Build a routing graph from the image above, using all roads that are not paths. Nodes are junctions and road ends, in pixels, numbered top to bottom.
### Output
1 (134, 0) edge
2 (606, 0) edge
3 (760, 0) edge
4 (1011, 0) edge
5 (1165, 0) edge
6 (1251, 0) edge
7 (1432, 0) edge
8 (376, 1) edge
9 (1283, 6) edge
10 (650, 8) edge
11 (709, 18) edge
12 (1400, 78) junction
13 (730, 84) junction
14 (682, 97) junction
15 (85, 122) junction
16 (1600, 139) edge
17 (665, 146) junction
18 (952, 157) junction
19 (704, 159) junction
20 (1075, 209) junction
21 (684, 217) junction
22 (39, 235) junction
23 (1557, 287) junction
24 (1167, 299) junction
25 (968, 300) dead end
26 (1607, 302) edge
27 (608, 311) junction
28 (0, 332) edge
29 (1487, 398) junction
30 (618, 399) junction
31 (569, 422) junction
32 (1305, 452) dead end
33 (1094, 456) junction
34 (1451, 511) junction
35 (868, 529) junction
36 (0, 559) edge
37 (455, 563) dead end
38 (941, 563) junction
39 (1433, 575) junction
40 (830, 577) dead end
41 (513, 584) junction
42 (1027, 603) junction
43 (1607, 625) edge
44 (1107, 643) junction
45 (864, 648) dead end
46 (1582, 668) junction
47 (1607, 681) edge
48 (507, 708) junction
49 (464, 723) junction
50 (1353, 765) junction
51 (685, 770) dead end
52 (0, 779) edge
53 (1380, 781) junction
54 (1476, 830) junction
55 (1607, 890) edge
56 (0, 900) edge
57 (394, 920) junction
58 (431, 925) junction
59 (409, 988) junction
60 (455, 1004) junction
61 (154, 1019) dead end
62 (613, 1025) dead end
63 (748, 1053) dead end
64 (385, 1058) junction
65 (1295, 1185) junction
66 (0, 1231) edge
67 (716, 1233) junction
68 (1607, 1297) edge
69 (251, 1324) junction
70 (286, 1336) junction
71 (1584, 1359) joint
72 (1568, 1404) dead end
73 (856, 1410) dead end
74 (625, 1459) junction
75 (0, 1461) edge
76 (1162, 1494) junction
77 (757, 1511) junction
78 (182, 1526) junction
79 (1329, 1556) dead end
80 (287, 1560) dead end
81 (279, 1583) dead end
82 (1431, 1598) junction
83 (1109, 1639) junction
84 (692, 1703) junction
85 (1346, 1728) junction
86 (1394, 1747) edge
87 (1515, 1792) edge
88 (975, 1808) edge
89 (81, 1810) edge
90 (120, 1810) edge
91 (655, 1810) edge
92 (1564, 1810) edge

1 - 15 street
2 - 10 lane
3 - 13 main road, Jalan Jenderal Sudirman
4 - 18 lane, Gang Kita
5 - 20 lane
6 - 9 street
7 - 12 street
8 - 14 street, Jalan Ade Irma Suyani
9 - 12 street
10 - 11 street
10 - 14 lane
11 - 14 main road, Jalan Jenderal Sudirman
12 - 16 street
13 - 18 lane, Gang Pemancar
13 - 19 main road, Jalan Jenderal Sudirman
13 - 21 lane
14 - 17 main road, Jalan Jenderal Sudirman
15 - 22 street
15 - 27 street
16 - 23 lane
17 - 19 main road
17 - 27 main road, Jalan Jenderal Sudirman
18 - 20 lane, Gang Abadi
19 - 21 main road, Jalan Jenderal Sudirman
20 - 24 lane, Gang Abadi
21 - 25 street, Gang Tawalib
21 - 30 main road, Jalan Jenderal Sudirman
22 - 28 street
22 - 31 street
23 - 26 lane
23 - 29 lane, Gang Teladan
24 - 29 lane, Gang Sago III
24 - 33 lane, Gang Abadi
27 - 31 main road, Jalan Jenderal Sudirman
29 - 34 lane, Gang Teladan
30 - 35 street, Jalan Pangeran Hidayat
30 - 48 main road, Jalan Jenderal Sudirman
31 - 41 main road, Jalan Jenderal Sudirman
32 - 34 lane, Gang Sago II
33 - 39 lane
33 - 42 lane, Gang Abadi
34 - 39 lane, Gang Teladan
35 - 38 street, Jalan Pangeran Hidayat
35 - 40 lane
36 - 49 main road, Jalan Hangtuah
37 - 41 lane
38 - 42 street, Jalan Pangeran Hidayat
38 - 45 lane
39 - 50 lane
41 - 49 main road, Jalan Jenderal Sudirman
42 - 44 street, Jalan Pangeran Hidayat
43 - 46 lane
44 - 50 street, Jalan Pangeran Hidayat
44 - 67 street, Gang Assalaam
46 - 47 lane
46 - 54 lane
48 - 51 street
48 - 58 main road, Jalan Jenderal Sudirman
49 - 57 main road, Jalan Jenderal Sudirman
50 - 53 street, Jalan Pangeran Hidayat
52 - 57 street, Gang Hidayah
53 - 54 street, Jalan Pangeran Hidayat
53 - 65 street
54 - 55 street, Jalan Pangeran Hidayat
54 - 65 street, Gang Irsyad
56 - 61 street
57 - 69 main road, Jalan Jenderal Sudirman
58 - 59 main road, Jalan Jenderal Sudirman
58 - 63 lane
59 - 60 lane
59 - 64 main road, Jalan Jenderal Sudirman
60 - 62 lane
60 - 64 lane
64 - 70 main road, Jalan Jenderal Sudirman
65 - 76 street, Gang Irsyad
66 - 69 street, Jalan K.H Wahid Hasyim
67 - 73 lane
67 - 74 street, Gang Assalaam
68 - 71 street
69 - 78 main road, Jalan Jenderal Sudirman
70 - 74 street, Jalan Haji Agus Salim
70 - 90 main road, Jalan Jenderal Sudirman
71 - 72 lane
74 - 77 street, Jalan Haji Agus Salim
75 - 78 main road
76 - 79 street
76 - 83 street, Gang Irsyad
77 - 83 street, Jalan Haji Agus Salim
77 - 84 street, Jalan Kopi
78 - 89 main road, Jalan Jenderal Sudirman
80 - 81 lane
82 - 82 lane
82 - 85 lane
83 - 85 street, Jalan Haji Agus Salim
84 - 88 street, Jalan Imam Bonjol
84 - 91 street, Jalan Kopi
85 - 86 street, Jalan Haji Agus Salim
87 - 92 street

--------------------------------

**Exercise prompt**
Copy every line of the records above that contains "Sago".

**Answer below**
24 - 29 lane, Gang Sago III
32 - 34 lane, Gang Sago II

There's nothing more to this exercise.